• _HOW TO COMPLETE THIS TASK_
In the material below, find each line that contains the word "wherever" and copy it.

**** SOURCE INFORMATION ****

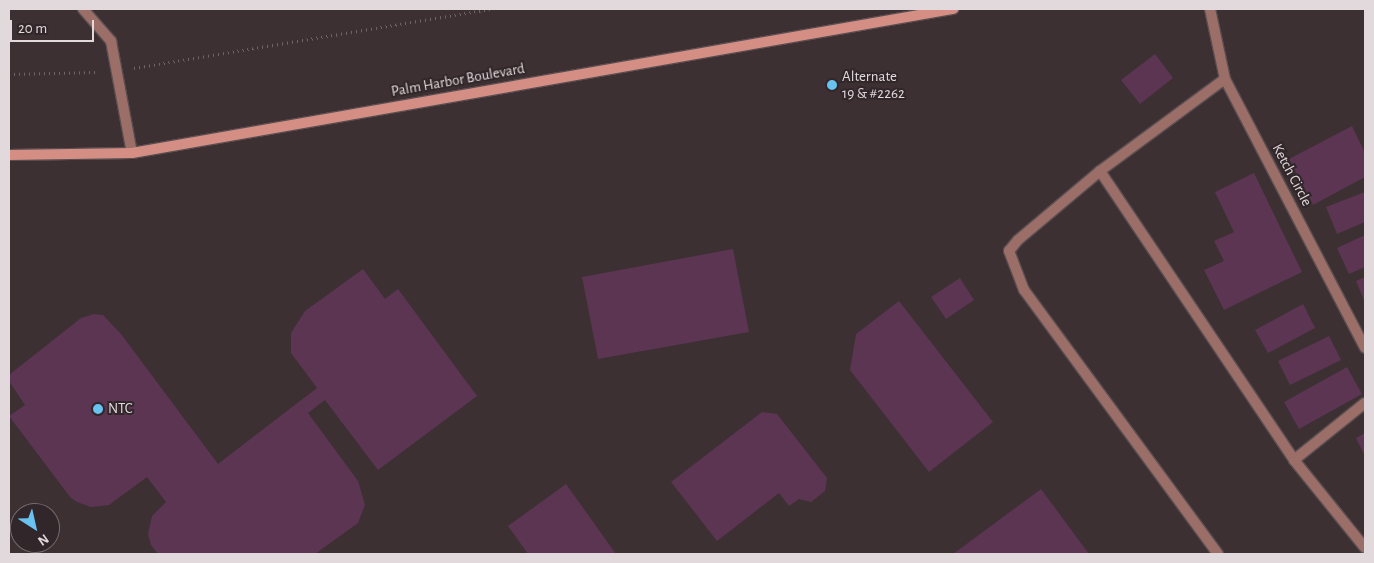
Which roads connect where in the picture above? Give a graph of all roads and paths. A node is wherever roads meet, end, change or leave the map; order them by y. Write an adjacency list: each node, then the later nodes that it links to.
1 (83, 9): 6 (street)
2 (490, 9): 6 (path)
3 (953, 9): 5 (main road, Palm Harbor Boulevard)
4 (1210, 9): 8 (street, Ketch Circle)
5 (909, 12): 9 (main road, Palm Harbor Boulevard)
6 (116, 71): 7 (path); 9 (street)
7 (9, 74)
8 (1225, 79): 11 (street); 12 (street, Ketch Circle)
9 (132, 153): 10 (main road, Palm Harbor Boulevard)
10 (9, 155)
11 (1100, 171): 14 (street); 16 (street)
12 (1365, 348)
13 (1365, 403): 14 (street)
14 (1294, 460): 15 (street)
15 (1365, 548)
16 (1218, 554)

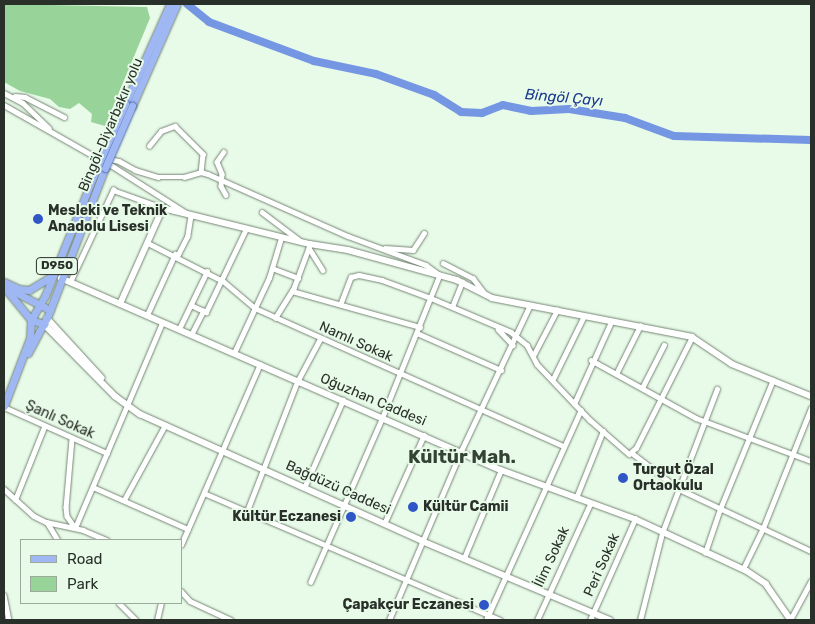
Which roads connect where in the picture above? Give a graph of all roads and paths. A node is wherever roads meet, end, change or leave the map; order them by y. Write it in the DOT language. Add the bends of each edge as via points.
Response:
graph roads {
  1 [pos="170,4"];
  2 [pos="177,4"];
  3 [pos="169,15"];
  4 [pos="4,92"];
  5 [pos="14,96"];
  6 [pos="4,105"];
  7 [pos="64,117"];
  8 [pos="53,132"];
  9 [pos="148,146"];
  10 [pos="224,152"];
  11 [pos="91,155"];
  12 [pos="101,167"];
  13 [pos="201,172"];
  14 [pos="220,180"];
  15 [pos="226,195"];
  16 [pos="163,208"];
  17 [pos="262,212"];
  18 [pos="191,216"];
  19 [pos="246,229"];
  20 [pos="424,233"];
  21 [pos="281,238"];
  22 [pos="302,242"];
  23 [pos="148,243"];
  24 [pos="310,246"];
  25 [pos="374,246"];
  26 [pos="177,255"];
  27 [pos="443,262"];
  28 [pos="272,268"];
  29 [pos="323,270"];
  30 [pos="207,271"];
  31 [pos="54,274"];
  32 [pos="440,275"];
  33 [pos="61,278"];
  34 [pos="298,278"];
  35 [pos="222,280"];
  36 [pos="4,282"];
  37 [pos="70,282"];
  38 [pos="462,282"];
  39 [pos="4,287"];
  40 [pos="292,292"];
  41 [pos="486,295"];
  42 [pos="431,298"];
  43 [pos="39,304"];
  44 [pos="120,304"];
  45 [pos="340,304"];
  46 [pos="191,305"];
  47 [pos="530,305"];
  48 [pos="452,307"];
  49 [pos="255,308"];
  50 [pos="50,310"];
  51 [pos="557,310"];
  52 [pos="203,311"];
  53 [pos="147,315"];
  54 [pos="584,316"];
  55 [pos="275,318"];
  56 [pos="31,320"];
  57 [pos="46,321"];
  58 [pos="611,322"];
  59 [pos="162,323"];
  60 [pos="640,326"];
  61 [pos="420,327"];
  62 [pos="497,328"];
  63 [pos="179,329"];
  64 [pos="417,333"];
  65 [pos="191,335"];
  66 [pos="517,336"];
  67 [pos="692,337"];
  68 [pos="320,339"];
  69 [pos="513,345"];
  70 [pos="664,345"];
  71 [pos="234,353"];
  72 [pos="533,356"];
  73 [pos="591,360"];
  74 [pos="260,364"];
  75 [pos="21,366"];
  76 [pos="501,370"];
  77 [pos="401,374"];
  78 [pos="616,374"];
  79 [pos="553,379"];
  80 [pos="773,380"];
  81 [pos="297,382"];
  82 [pos="642,388"];
  83 [pos="717,389"];
  84 [pos="811,396"];
  85 [pos="662,399"];
  86 [pos="343,400"];
  87 [pos="574,404"];
  88 [pos="128,405"];
  89 [pos="4,406"];
  90 [pos="811,408"];
  91 [pos="480,410"];
  92 [pos="581,410"];
  93 [pos="383,417"];
  94 [pos="706,422"];
  95 [pos="165,425"];
  96 [pos="44,427"];
  97 [pos="603,431"];
  98 [pos="424,435"];
  99 [pos="750,438"];
  100 [pos="72,439"];
  101 [pos="564,446"];
  102 [pos="223,450"];
  103 [pos="460,451"];
  104 [pos="632,453"];
  105 [pos="108,454"];
  106 [pos="793,454"];
  107 [pos="811,460"];
  108 [pos="264,469"];
  109 [pos="501,470"];
  110 [pos="304,486"];
  111 [pos="546,486"];
  112 [pos="93,487"];
  113 [pos="4,489"];
  114 [pos="678,489"];
  115 [pos="204,493"];
  116 [pos="576,498"];
  117 [pos="16,500"];
  118 [pos="124,500"];
  119 [pos="345,504"];
  120 [pos="590,504"];
  121 [pos="720,508"];
  122 [pos="247,511"];
  123 [pos="67,516"];
  124 [pos="81,516"];
  125 [pos="635,519"];
  126 [pos="46,522"];
  127 [pos="386,522"];
  128 [pos="75,528"];
  129 [pos="763,528"];
  130 [pos="188,529"];
  131 [pos="662,534"];
  132 [pos="57,539"];
  133 [pos="104,539"];
  134 [pos="422,541"];
  135 [pos="182,543"];
  136 [pos="327,545"];
  137 [pos="811,551"];
  138 [pos="705,553"];
  139 [pos="464,558"];
  140 [pos="743,569"];
  141 [pos="506,576"];
  142 [pos="408,581"];
  143 [pos="811,581"];
  144 [pos="311,582"];
  145 [pos="182,592"];
  146 [pos="546,595"];
  147 [pos="4,596"];
  148 [pos="120,604"];
  149 [pos="161,604"];
  150 [pos="593,613"];
  151 [pos="488,615"];
  152 [pos="9,620"];
  153 [pos="136,620"];
  154 [pos="157,620"];
  155 [pos="231,620"];
  156 [pos="389,620"];
  157 [pos="486,620"];
  158 [pos="500,620"];
  159 [pos="537,620"];
  160 [pos="590,620"];
  161 [pos="610,620"];
  162 [pos="640,620"];
  163 [pos="790,620"];
  1 -- 3 [label="main road, Bingöl-Diyarbakır yolu / D950"];
  2 -- 3 [label="main road, Bingöl-Diyarbakır yolu / D950"];
  3 -- 12 [label="main road, Bingöl-Diyarbakır yolu / D950, bridge"];
  4 -- 5 [label="street"];
  5 -- 7 [label="street" via="25,97"];
  5 -- 8 [label="street"];
  6 -- 8 [label="street"];
  8 -- 11 [label="street"];
  9 -- 13 [label="street" via="161,131 175,126 203,154"];
  10 -- 14 [label="street" via="217,162 222,174"];
  11 -- 13 [label="street" via="119,161 158,177 184,177"];
  11 -- 18 [label="street" via="182,207"];
  12 -- 31 [label="main road, Bingöl-Diyarbakır yolu / D950"];
  12 -- 33 [label="main road, Bingöl-Diyarbakır yolu / D950"];
  13 -- 14 [label="street"];
  14 -- 15 [label="street"];
  14 -- 25 [label="street"];
  16 -- 18 [label="street"];
  16 -- 23 [label="street"];
  16 -- 37 [label="street" via="113,190"];
  17 -- 22 [label="street"];
  18 -- 19 [label="street"];
  18 -- 26 [label="street" via="188,236"];
  19 -- 21 [label="street"];
  19 -- 35 [label="street"];
  20 -- 25 [label="street" via="413,250 406,252"];
  21 -- 22 [label="street"];
  21 -- 28 [label="street"];
  22 -- 24 [label="street"];
  23 -- 26 [label="street, Namlı Sokak"];
  23 -- 44 [label="street"];
  24 -- 29 [label="street"];
  24 -- 32 [label="street" via="348,250"];
  24 -- 34 [label="street"];
  25 -- 32 [label="street" via="426,265"];
  26 -- 30 [label="street, Namlı Sokak"];
  26 -- 53 [label="street"];
  27 -- 41 [label="street" via="473,278"];
  28 -- 34 [label="street"];
  28 -- 49 [label="street"];
  30 -- 35 [label="street, Namlı Sokak"];
  30 -- 46 [label="street"];
  31 -- 36 [label="main road" via="29,290"];
  31 -- 43 [label="main road, Bingöl-Diyarbakır yolu / D950"];
  32 -- 38 [label="street"];
  32 -- 42 [label="street"];
  33 -- 37 [label="street, Oğuzhan Caddesi"];
  33 -- 50 [label="main road, Bingöl-Diyarbakır yolu / D950"];
  34 -- 40 [label="street"];
  35 -- 49 [label="street, Namlı Sokak"];
  35 -- 52 [label="street" via="206,312"];
  36 -- 43 [label="main road" via="16,294"];
  37 -- 44 [label="street, Oğuzhan Caddesi"];
  38 -- 41 [label="street"];
  38 -- 48 [label="street"];
  39 -- 56 [label="main road"];
  40 -- 45 [label="street"];
  40 -- 55 [label="street"];
  41 -- 47 [label="street"];
  42 -- 45 [label="street" via="382,280 354,274"];
  42 -- 48 [label="street"];
  42 -- 61 [label="street"];
  43 -- 50 [label="main road"];
  43 -- 56 [label="main road, Bingöl-Diyarbakır yolu / D950"];
  44 -- 53 [label="street, Oğuzhan Caddesi"];
  45 -- 61 [label="street"];
  46 -- 52 [label="street"];
  46 -- 63 [label="street"];
  47 -- 51 [label="street"];
  47 -- 66 [label="street"];
  48 -- 62 [label="street"];
  49 -- 55 [label="street, Namlı Sokak"];
  49 -- 71 [label="street"];
  50 -- 57 [label="main road, Bingöl-Diyarbakır yolu / D950"];
  51 -- 54 [label="street"];
  51 -- 72 [label="street"];
  52 -- 65 [label="street"];
  53 -- 59 [label="street, Oğuzhan Caddesi"];
  54 -- 58 [label="street"];
  54 -- 79 [label="street"];
  55 -- 68 [label="street, Namlı Sokak"];
  56 -- 57 [label="main road"];
  56 -- 75 [label="main road, Bingöl-Diyarbakır yolu / D950" via="30,338"];
  57 -- 75 [label="main road, Bingöl-Diyarbakır yolu / D950"];
  57 -- 88 [label="street, Bağdüzü Caddesi" via="115,396"];
  58 -- 60 [label="street"];
  58 -- 73 [label="street"];
  59 -- 63 [label="street, Oğuzhan Caddesi"];
  59 -- 88 [label="street"];
  60 -- 67 [label="street"];
  60 -- 78 [label="street"];
  61 -- 64 [label="street"];
  62 -- 66 [label="street"];
  62 -- 69 [label="street"];
  63 -- 65 [label="street, Oğuzhan Caddesi"];
  64 -- 76 [label="street"];
  64 -- 77 [label="street"];
  65 -- 71 [label="street, Oğuzhan Caddesi"];
  66 -- 69 [label="street"];
  66 -- 72 [label="street"];
  67 -- 80 [label="street" via="732,364"];
  67 -- 85 [label="street"];
  68 -- 77 [label="street, Namlı Sokak"];
  68 -- 81 [label="street"];
  69 -- 76 [label="street"];
  70 -- 82 [label="street"];
  71 -- 74 [label="street, Oğuzhan Caddesi"];
  72 -- 79 [label="street"];
  73 -- 78 [label="street"];
  73 -- 87 [label="street"];
  74 -- 81 [label="street, Oğuzhan Caddesi"];
  74 -- 102 [label="street"];
  75 -- 89 [label="main road, Bingöl-Diyarbakır yolu / D950"];
  76 -- 91 [label="street"];
  77 -- 91 [label="street, Namlı Sokak"];
  77 -- 93 [label="street"];
  78 -- 82 [label="street"];
  79 -- 87 [label="street"];
  80 -- 84 [label="street"];
  80 -- 99 [label="street"];
  81 -- 86 [label="street, Oğuzhan Caddesi"];
  81 -- 108 [label="street"];
  82 -- 85 [label="street"];
  83 -- 94 [label="street"];
  85 -- 94 [label="street"];
  85 -- 104 [label="street"];
  86 -- 93 [label="street, Oğuzhan Caddesi"];
  86 -- 110 [label="street"];
  87 -- 92 [label="street"];
  88 -- 95 [label="street, Bağdüzü Caddesi"];
  88 -- 105 [label="street"];
  89 -- 96 [label="street, Şanlı Sokak"];
  90 -- 106 [label="street"];
  91 -- 101 [label="street, Namlı Sokak"];
  91 -- 103 [label="street"];
  92 -- 97 [label="street"];
  92 -- 101 [label="street"];
  93 -- 98 [label="street, Oğuzhan Caddesi"];
  93 -- 119 [label="street"];
  94 -- 99 [label="street"];
  94 -- 114 [label="street"];
  95 -- 102 [label="street, Bağdüzü Caddesi"];
  95 -- 118 [label="street"];
  96 -- 100 [label="street, Şanlı Sokak"];
  96 -- 117 [label="street"];
  97 -- 104 [label="street"];
  97 -- 116 [label="street"];
  98 -- 103 [label="street, Oğuzhan Caddesi"];
  98 -- 127 [label="street"];
  99 -- 106 [label="street"];
  99 -- 121 [label="street"];
  100 -- 105 [label="street, Şanlı Sokak"];
  100 -- 123 [label="street"];
  101 -- 111 [label="street"];
  102 -- 108 [label="street, Bağdüzü Caddesi"];
  102 -- 115 [label="street"];
  103 -- 109 [label="street, Oğuzhan Caddesi"];
  103 -- 134 [label="street"];
  104 -- 114 [label="street"];
  105 -- 112 [label="street"];
  106 -- 107 [label="street"];
  106 -- 129 [label="street"];
  108 -- 110 [label="street, Bağdüzü Caddesi"];
  108 -- 122 [label="street"];
  109 -- 111 [label="street, Oğuzhan Caddesi"];
  109 -- 139 [label="street"];
  110 -- 119 [label="street, Bağdüzü Caddesi"];
  111 -- 116 [label="street, Oğuzhan Caddesi"];
  111 -- 141 [label="street"];
  112 -- 118 [label="street"];
  112 -- 124 [label="street"];
  113 -- 117 [label="street"];
  114 -- 121 [label="street"];
  114 -- 131 [label="street"];
  115 -- 122 [label="street"];
  115 -- 130 [label="street"];
  116 -- 120 [label="street, Oğuzhan Caddesi"];
  117 -- 126 [label="street"];
  118 -- 130 [label="street"];
  119 -- 127 [label="street, Bağdüzü Caddesi"];
  119 -- 136 [label="street"];
  120 -- 125 [label="street, Oğuzhan Caddesi"];
  120 -- 146 [label="street, İlim Sokak"];
  121 -- 129 [label="street"];
  121 -- 138 [label="street"];
  122 -- 136 [label="street"];
  123 -- 124 [label="street" via="76,519"];
  123 -- 128 [label="street"];
  124 -- 128 [label="street"];
  125 -- 131 [label="street, Oğuzhan Caddesi"];
  125 -- 150 [label="street, Peri Sokak"];
  126 -- 128 [label="street"];
  126 -- 132 [label="street"];
  127 -- 134 [label="street, Bağdüzü Caddesi"];
  128 -- 133 [label="street"];
  129 -- 137 [label="street"];
  129 -- 140 [label="street"];
  130 -- 135 [label="street"];
  131 -- 138 [label="street, Oğuzhan Caddesi"];
  131 -- 162 [label="street"];
  134 -- 139 [label="street, Bağdüzü Caddesi"];
  134 -- 142 [label="street"];
  136 -- 142 [label="street"];
  136 -- 144 [label="street"];
  138 -- 140 [label="street, Oğuzhan Caddesi"];
  139 -- 141 [label="street, Bağdüzü Caddesi"];
  140 -- 163 [label="street, Oğuzhan Caddesi" via="766,584"];
  141 -- 146 [label="street, Bağdüzü Caddesi"];
  141 -- 151 [label="street"];
  142 -- 151 [label="street"];
  142 -- 156 [label="street"];
  143 -- 163 [label="street"];
  145 -- 155 [label="street" via="195,604"];
  146 -- 150 [label="street, Bağdüzü Caddesi"];
  146 -- 159 [label="street, İlim Sokak"];
  147 -- 152 [label="street"];
  148 -- 153 [label="street"];
  149 -- 154 [label="street"];
  150 -- 160 [label="street, Peri Sokak"];
  150 -- 161 [label="street, Bağdüzü Caddesi"];
  151 -- 157 [label="street"];
  151 -- 158 [label="street"];
}
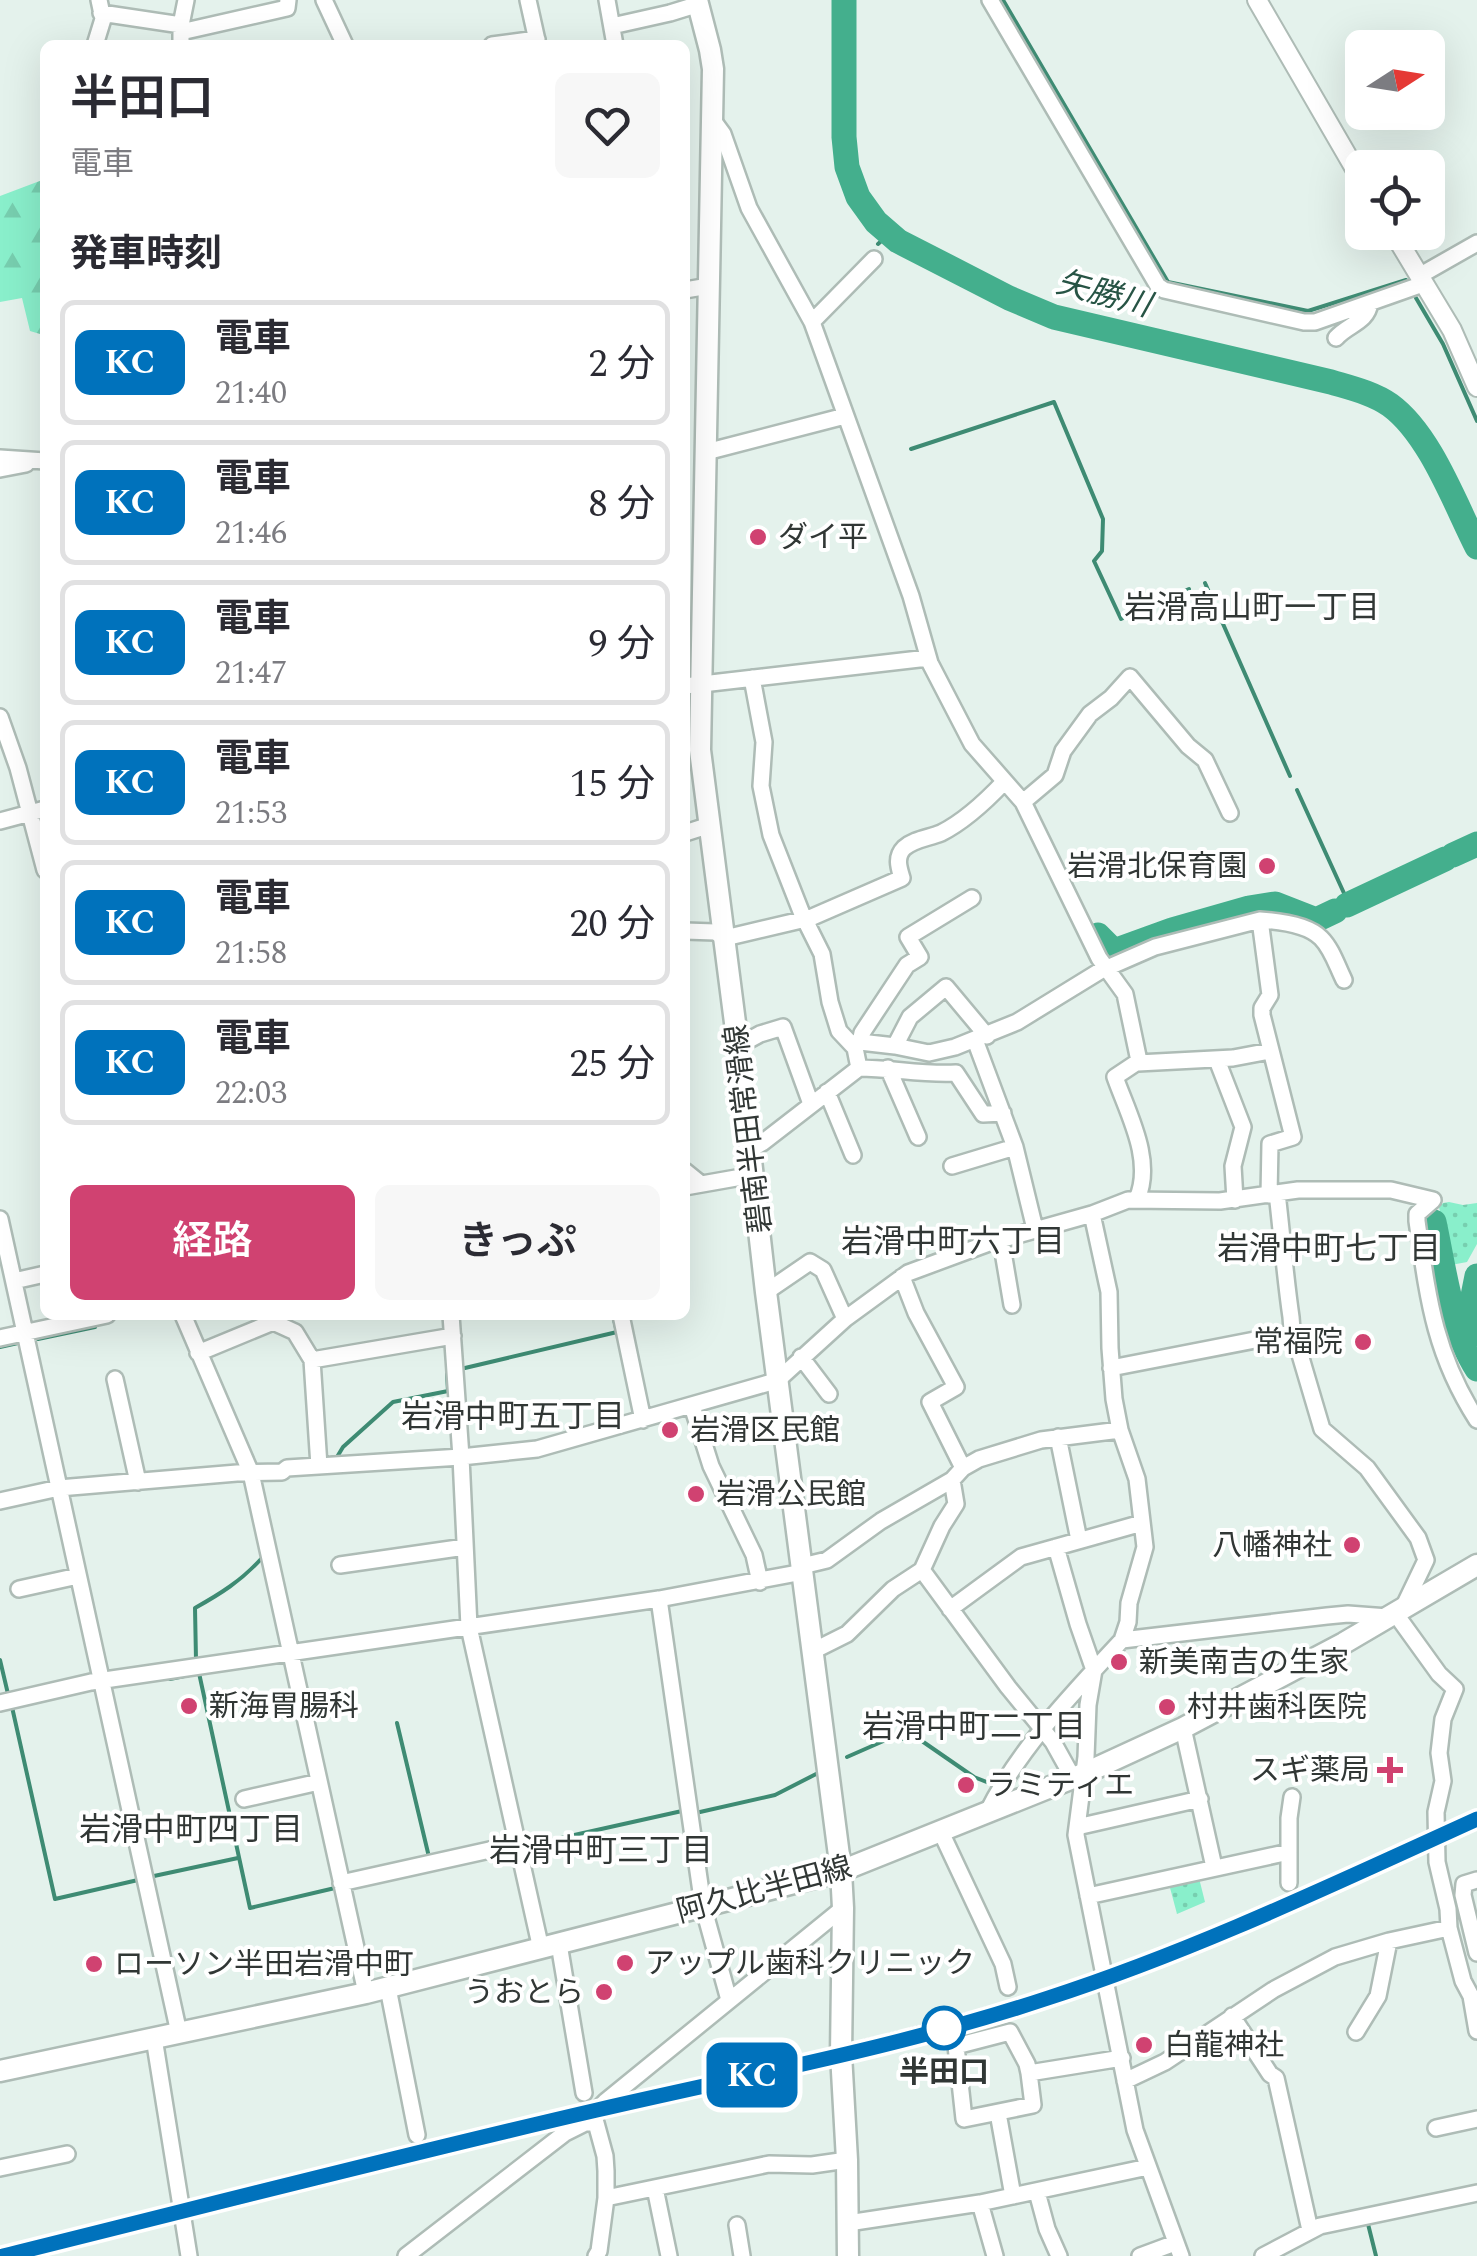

****

• _RESPONSE TO THIS TASK_
Which roads connect where in the picture above? Give a graph of all roads and paths. A node is wherever roads meet, end, change or leave the map; order them by y. Write an adjacency list: each node, then the later nodes that it links to.
Which roads connect where in the picture above? Give a graph of all roads and paths. A node is wherever roads meet, end, change or leave the map; order them by y. Write it in the DOT language. Add the bends of each edge as via points.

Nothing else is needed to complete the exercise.